And that got people crabbing about good sportsmanship.

*

Then he began to pity the great fish that he had hooked. He is wonderful and strange and who knows how old he is, he thought. Never have I had such a strong fish nor one who acted so strangely. . . . But perhaps he has been hooked many times before and he knows that this is how he should make his fight. . . . I wonder if he has any plans or if he is just as desperate as I am?

--”The Old Man and the Sea”

*

For the landlocked among us, it sure sounded unsporting. A dozen shots? That fish must have been sushi. My father carried a .25 revolver on our fishing trips, in case a human went berserk. But a .357 magnum? O.J. had a .357 in the white Bronco. The new bulletproof windows at Figueroa Street Elementary School are strong enough to deflect a bullet from a .357.

And--this really galled--Andersen reloaded. Who reloads?

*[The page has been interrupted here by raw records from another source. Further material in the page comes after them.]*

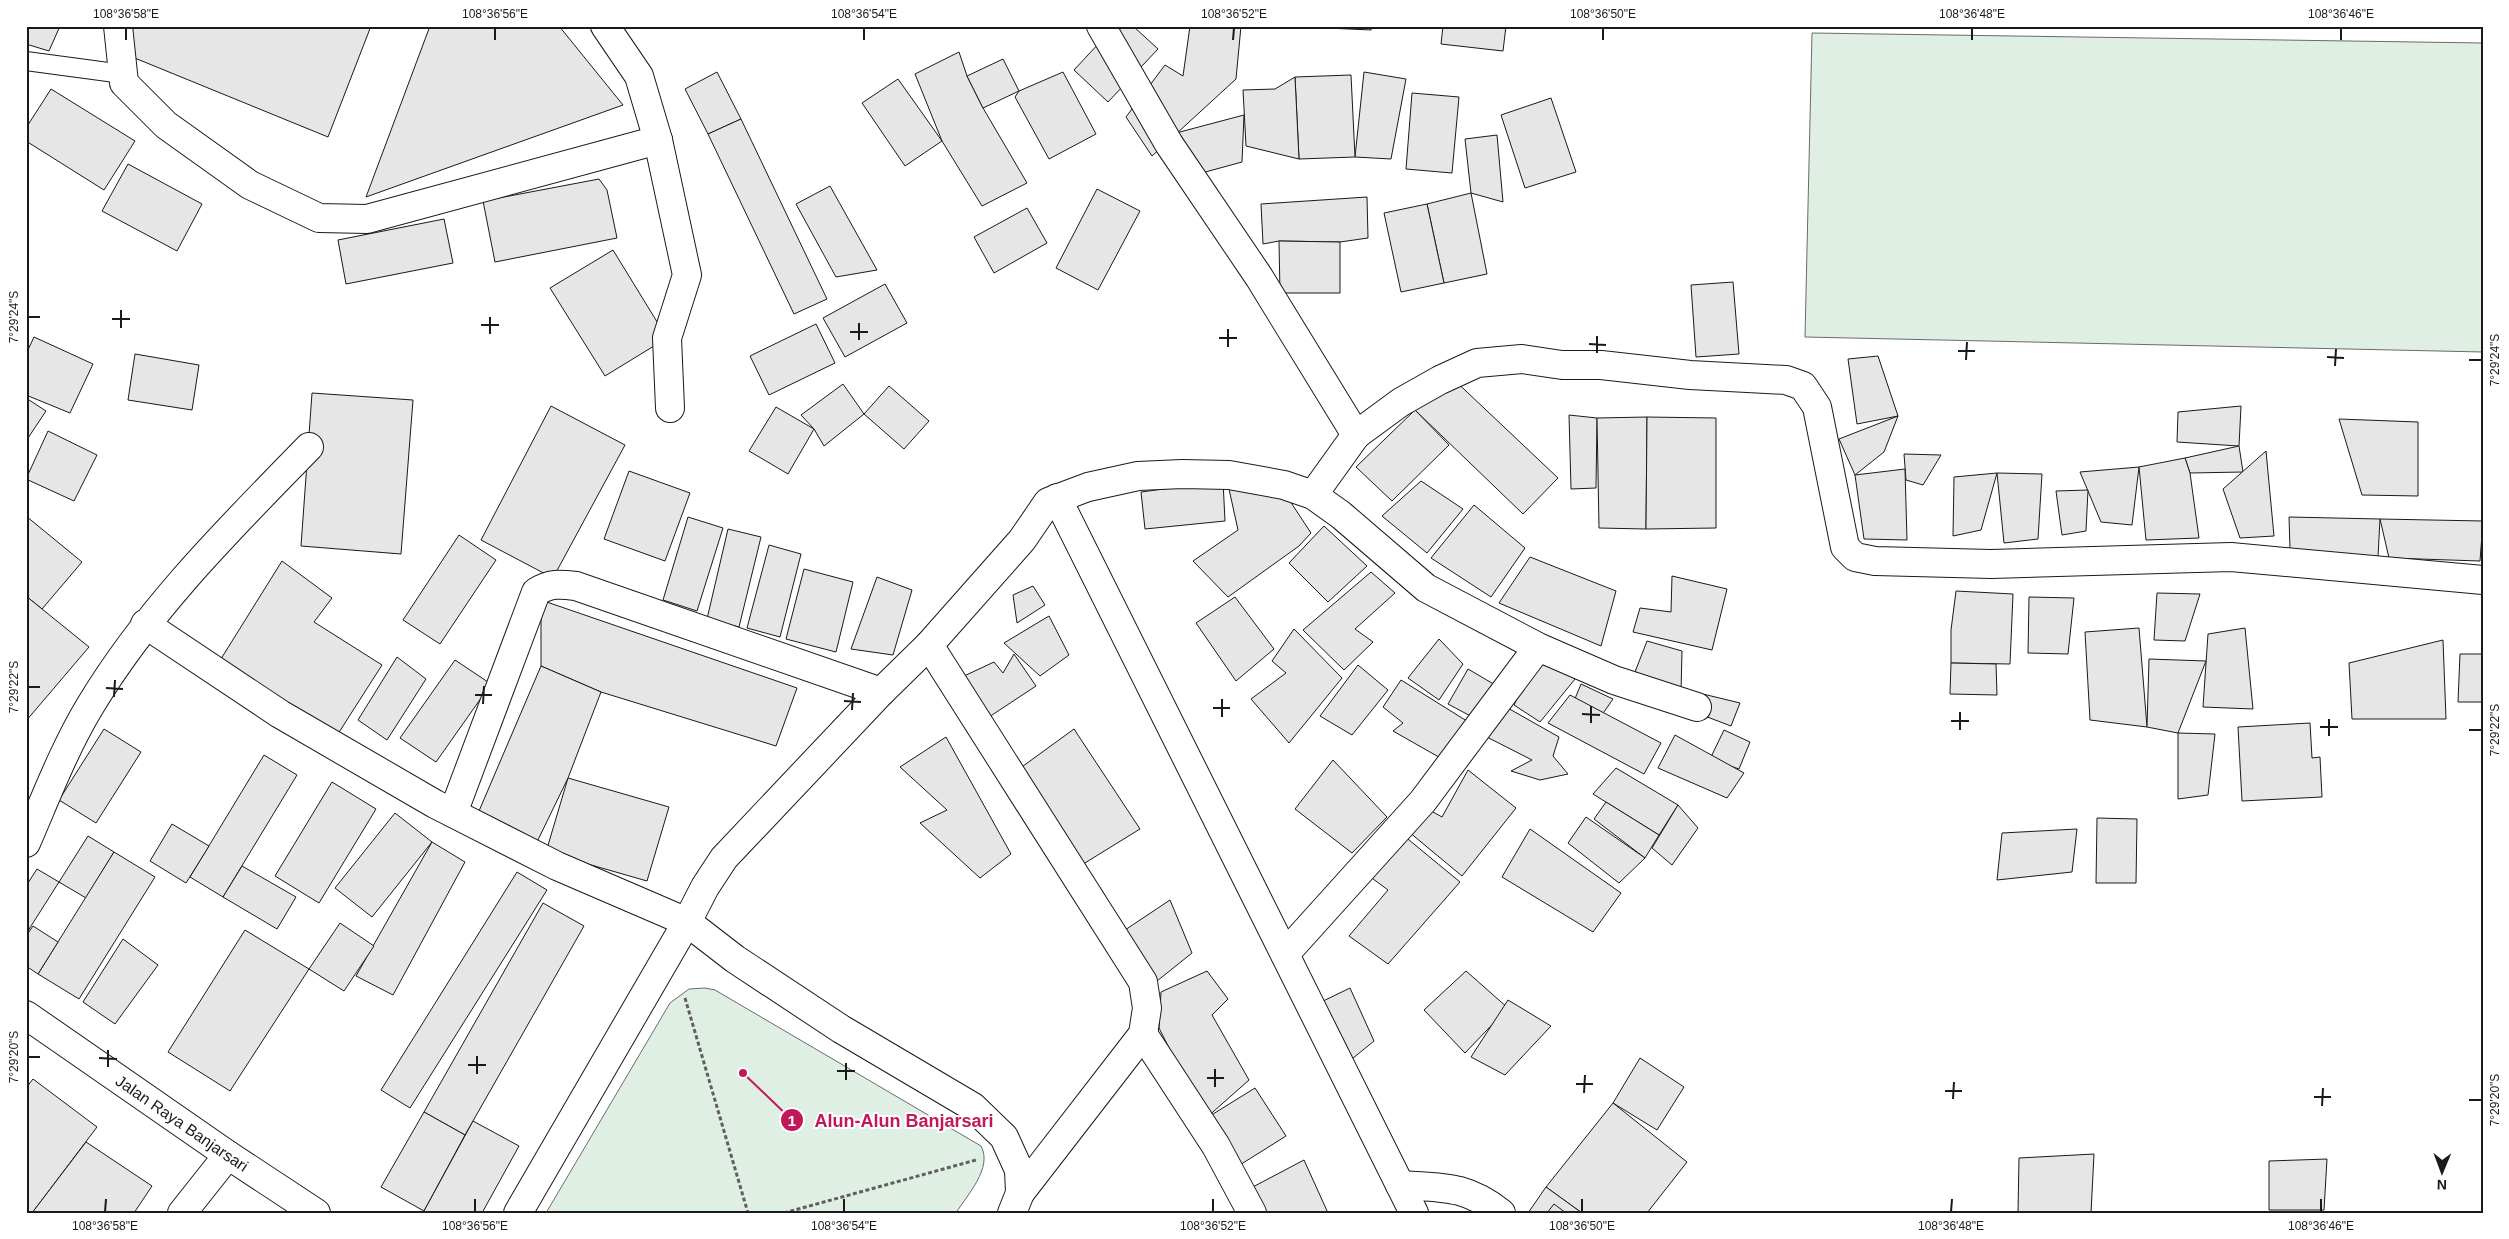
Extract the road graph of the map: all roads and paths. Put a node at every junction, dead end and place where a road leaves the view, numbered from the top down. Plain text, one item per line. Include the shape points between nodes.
1 (118, 26) edge
2 (605, 26) edge
3 (1101, 26) edge
4 (26, 61) edge
5 (123, 74) junction
6 (658, 140) junction
7 (670, 408) dead end
8 (1356, 435) junction
9 (310, 447) dead end
10 (1313, 495) junction
11 (1057, 498) junction
12 (2483, 580) edge
13 (145, 624) junction
14 (929, 645) junction
15 (1538, 647) junction
16 (881, 692) junction
17 (1696, 707) dead end
18 (453, 813) junction
19 (26, 843) edge
20 (687, 922) junction
21 (670, 950) junction
22 (1285, 954) junction
23 (26, 1014) edge
24 (1143, 1034) junction
25 (1010, 1150) junction
26 (228, 1155) junction
27 (1400, 1186) junction
28 (1016, 1203) edge
29 (182, 1213) edge
30 (316, 1213) edge
31 (518, 1213) edge
32 (748, 1213) edge
33 (784, 1213) edge
34 (1252, 1213) edge
35 (1414, 1213) edge
36 (1501, 1213) edge

1 - 5 main road
2 - 6 main road via 639,76
3 - 8 main road via 1169,144 1260,277
4 - 5 lane
5 - 6 main road via 124,83 166,125 250,185 320,218 367,219
6 - 7 main road via 687,275 667,338
8 - 10 main road
8 - 12 main road via 1402,402 1477,363 1522,359 1562,365 1602,365 1690,375 1786,380 1803,386 1817,407 1845,547 1855,557 1874,561 1991,564 2232,557
9 - 13 main road via 204,556
10 - 11 main road via 1284,485 1229,475 1182,474 1138,476
10 - 15 main road via 1426,588
11 - 14 main road via 1048,502 1022,540
11 - 22 main road
13 - 18 main road via 280,714
13 - 19 main road via 72,739
14 - 16 main road
14 - 24 main road via 1143,982 1147,1008
15 - 17 main road via 1614,680
15 - 22 main road via 1423,801
16 - 18 main road via 576,586 546,586 536,592
16 - 20 main road via 724,858 704,887
18 - 20 main road via 557,866
20 - 21 main road
20 - 25 main road via 735,959 841,1029 973,1107 1004,1137
21 - 31 main road
21 - 32 path
22 - 27 main road
23 - 26 main road, Jalan Raya Banjarsari
24 - 28 main road
24 - 34 main road via 1216,1146
25 - 28 main road via 1019,1170
25 - 33 path
26 - 29 main road
26 - 30 main road, Jalan Raya Banjarsari
27 - 35 main road
27 - 36 main road via 1457,1188 1474,1194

The guy at McDonald’s in Chula Vista, the man on the Long Island Railroad car--they reload.

But here is the truth of it: this catch was not only for the books, it was by the book.

On a 30-pound-test line, Andersen happened to snag a 740-pound fish a third as long as his boat. The feat of bringing it in was like hoisting an anvil with twine. When he finally got the shark alongside, he took a good look at it and told his 8-year-old son, Chase, to get back and hide. Then he gaffed it, and shot it. Subduing a good-sized shark usually takes two shots. This one took six, and then six more.

Andersen is a responsible fisherman, a tag-and-release kind of angler who eats what he keeps. But this week, somewhere back of the cheers and the backslapping and the clinking of festive glasses, Andersen began hearing the complaints: “ ‘My God, these killers went out there and shot this fish.’ ” He sounds plaintive, a man who wants to be understood. “You have to shoot them. There’s no way to do it otherwise.”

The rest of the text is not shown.